**The task**
Wherever a line holds the word "Kluczborska", copy that line from the data.

**Task material**
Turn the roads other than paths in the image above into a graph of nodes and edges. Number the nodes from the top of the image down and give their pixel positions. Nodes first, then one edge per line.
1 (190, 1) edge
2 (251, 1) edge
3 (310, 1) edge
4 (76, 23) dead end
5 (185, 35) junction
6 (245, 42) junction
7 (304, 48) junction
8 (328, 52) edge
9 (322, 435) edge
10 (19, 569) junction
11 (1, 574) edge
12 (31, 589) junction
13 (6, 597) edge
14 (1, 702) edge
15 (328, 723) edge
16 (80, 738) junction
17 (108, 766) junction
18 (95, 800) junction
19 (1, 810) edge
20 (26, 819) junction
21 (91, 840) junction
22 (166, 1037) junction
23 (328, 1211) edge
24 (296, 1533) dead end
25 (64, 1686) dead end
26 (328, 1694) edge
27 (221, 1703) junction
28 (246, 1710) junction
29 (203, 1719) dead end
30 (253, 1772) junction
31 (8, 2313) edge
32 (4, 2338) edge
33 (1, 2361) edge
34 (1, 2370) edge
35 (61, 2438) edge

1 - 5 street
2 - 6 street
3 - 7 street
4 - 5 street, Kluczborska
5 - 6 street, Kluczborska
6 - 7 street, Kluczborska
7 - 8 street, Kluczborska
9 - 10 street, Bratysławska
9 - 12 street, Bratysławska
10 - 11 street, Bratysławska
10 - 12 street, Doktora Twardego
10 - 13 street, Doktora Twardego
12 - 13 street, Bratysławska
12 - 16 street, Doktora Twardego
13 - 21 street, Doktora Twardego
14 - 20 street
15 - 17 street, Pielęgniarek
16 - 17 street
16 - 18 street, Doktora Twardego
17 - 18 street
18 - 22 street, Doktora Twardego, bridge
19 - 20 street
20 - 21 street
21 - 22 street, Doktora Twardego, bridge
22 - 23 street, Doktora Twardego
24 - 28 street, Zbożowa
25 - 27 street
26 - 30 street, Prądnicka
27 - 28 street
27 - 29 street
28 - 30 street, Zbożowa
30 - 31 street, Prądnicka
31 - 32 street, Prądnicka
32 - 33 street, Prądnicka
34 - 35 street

**Solution to the exercise**
4 - 5 street, Kluczborska
5 - 6 street, Kluczborska
6 - 7 street, Kluczborska
7 - 8 street, Kluczborska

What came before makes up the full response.